Work to be completed
In the records below, find every line that contains "pixels" and list it.

########

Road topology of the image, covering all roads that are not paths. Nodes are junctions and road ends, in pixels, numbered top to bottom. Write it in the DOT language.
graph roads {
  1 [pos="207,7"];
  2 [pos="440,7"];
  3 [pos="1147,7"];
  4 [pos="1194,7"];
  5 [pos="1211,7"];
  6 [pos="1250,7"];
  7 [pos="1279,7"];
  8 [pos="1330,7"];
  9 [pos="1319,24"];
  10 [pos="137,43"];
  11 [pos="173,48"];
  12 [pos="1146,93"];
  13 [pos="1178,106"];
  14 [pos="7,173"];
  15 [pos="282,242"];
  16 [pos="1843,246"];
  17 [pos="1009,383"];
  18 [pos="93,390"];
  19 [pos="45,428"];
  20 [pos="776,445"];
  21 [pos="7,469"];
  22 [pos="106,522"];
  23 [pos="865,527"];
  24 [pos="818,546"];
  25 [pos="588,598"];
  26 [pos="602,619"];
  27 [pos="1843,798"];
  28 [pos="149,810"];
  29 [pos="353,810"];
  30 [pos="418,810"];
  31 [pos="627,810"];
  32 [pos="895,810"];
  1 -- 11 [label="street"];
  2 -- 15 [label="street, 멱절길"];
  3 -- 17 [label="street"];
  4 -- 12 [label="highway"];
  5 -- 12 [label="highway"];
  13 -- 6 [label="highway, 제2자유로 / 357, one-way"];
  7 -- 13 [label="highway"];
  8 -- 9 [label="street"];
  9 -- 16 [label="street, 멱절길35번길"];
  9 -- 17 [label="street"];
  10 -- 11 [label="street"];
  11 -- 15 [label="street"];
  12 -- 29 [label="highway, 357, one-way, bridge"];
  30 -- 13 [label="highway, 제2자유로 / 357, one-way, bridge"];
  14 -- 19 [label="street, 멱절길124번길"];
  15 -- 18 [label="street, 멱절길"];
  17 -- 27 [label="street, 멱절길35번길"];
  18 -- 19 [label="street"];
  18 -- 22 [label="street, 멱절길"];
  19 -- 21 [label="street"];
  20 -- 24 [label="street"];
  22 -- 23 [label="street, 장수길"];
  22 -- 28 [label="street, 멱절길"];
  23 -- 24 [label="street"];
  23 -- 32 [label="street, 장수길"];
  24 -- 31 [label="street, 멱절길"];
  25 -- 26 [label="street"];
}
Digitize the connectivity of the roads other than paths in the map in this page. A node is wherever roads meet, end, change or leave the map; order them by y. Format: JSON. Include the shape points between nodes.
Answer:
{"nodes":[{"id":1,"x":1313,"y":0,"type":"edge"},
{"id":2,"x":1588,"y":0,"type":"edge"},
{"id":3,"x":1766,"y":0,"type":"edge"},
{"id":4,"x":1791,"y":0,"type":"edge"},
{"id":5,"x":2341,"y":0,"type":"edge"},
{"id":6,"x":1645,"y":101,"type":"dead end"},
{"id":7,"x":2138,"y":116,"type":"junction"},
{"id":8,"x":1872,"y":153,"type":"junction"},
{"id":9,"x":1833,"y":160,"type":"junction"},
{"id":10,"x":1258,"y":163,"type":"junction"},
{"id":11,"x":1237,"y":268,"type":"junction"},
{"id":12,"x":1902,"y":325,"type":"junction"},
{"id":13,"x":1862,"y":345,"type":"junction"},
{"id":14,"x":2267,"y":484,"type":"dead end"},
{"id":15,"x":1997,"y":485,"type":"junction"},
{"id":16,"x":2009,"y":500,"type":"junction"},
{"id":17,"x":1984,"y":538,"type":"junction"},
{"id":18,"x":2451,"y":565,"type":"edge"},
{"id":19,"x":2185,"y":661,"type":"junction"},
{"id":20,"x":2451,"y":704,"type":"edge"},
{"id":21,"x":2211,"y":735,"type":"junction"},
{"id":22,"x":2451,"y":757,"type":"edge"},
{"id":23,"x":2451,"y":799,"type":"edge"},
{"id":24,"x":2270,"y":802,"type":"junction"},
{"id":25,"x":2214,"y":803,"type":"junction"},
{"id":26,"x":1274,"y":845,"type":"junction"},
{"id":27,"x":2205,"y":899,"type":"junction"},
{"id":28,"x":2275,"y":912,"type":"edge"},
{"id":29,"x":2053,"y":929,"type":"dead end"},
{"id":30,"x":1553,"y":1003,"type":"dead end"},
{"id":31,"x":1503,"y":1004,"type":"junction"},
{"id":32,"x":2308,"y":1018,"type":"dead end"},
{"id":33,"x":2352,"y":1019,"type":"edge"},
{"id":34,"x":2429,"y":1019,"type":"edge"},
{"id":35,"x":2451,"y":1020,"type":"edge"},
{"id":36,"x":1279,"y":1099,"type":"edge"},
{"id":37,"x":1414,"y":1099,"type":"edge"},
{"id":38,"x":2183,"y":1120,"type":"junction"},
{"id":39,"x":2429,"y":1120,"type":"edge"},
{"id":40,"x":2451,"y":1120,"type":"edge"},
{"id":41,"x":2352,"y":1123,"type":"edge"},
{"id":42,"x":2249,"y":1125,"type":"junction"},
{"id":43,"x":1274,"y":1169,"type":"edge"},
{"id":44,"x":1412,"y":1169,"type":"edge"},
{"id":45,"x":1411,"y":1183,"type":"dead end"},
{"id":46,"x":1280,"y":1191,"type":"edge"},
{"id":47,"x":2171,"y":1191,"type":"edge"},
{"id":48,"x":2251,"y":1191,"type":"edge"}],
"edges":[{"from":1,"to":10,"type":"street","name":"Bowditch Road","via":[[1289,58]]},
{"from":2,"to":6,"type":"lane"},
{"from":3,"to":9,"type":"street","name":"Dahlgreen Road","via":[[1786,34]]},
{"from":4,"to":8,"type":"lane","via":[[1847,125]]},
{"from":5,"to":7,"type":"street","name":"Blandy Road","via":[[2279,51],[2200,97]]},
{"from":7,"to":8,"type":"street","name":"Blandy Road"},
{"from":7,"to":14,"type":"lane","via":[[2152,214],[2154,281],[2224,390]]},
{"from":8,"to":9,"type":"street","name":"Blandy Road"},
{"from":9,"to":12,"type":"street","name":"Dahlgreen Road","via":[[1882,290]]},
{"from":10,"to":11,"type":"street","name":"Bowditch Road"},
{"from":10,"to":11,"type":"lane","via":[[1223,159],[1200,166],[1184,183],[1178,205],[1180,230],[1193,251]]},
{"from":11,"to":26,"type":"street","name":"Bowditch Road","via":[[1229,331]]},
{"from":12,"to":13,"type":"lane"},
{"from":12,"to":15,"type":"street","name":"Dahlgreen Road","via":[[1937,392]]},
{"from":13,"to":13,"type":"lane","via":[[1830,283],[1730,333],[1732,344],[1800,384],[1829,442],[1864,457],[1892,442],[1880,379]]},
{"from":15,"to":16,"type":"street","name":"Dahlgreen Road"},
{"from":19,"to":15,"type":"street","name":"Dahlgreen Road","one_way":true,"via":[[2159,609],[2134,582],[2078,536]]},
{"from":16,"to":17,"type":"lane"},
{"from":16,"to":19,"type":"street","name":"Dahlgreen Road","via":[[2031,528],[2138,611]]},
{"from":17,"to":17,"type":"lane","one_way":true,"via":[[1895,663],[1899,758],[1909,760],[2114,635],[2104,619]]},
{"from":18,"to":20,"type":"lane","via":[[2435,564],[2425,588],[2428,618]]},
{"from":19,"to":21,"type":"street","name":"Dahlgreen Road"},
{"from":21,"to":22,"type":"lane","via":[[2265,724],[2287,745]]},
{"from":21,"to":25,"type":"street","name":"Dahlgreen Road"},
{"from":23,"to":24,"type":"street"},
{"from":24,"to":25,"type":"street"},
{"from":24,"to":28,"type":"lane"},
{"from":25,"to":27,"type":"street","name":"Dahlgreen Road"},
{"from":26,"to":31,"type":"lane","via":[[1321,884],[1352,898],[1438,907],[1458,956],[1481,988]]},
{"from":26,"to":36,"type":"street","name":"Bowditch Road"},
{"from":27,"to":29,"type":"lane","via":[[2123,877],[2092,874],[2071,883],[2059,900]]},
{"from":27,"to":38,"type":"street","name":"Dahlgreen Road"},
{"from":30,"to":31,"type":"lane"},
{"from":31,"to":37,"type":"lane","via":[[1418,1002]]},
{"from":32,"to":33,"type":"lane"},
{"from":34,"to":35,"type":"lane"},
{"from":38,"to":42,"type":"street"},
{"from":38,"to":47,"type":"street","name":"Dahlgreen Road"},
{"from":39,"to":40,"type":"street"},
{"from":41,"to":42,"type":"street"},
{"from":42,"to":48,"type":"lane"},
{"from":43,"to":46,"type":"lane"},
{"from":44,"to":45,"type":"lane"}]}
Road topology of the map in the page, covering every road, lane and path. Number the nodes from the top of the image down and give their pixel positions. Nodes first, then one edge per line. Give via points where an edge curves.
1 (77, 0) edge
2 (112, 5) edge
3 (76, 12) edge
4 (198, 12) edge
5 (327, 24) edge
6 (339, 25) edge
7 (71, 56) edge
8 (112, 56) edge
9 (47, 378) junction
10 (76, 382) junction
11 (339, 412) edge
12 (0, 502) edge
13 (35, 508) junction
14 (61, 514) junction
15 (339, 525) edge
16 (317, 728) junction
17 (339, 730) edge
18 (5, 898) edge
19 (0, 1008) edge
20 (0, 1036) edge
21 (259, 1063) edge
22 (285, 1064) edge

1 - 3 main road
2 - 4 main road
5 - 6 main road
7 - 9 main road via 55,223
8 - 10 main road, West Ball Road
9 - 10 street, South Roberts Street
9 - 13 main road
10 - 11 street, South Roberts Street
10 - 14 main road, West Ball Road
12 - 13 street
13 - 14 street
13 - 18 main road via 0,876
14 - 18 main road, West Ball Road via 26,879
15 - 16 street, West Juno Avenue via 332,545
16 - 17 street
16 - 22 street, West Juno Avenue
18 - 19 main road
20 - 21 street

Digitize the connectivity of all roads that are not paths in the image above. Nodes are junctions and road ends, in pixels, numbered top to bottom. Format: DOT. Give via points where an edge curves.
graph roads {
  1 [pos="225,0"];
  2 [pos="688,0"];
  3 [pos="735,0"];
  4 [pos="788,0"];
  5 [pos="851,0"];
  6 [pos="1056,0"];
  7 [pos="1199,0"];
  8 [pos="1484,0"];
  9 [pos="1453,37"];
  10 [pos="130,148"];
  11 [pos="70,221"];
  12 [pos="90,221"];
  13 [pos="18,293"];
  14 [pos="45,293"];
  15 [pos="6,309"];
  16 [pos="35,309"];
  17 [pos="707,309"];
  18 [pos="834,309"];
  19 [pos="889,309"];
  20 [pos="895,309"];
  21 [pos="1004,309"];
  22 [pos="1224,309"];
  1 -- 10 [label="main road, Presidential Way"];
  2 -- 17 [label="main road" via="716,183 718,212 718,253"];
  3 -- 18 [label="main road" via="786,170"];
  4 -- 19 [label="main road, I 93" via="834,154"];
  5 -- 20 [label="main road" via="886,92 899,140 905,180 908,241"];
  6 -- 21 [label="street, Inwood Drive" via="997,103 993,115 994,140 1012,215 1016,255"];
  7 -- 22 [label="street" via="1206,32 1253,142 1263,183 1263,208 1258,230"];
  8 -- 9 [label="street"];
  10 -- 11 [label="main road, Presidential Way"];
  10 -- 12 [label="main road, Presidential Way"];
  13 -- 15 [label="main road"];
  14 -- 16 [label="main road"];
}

########

Output for this task
Road topology of the image, covering all roads that are not paths. Nodes are junctions and road ends, in pixels, numbered top to bottom. Write it in the DOT language.
Digitize the connectivity of all roads that are not paths in the image above. Nodes are junctions and road ends, in pixels, numbered top to bottom. Format: DOT. Give via points where an edge curves.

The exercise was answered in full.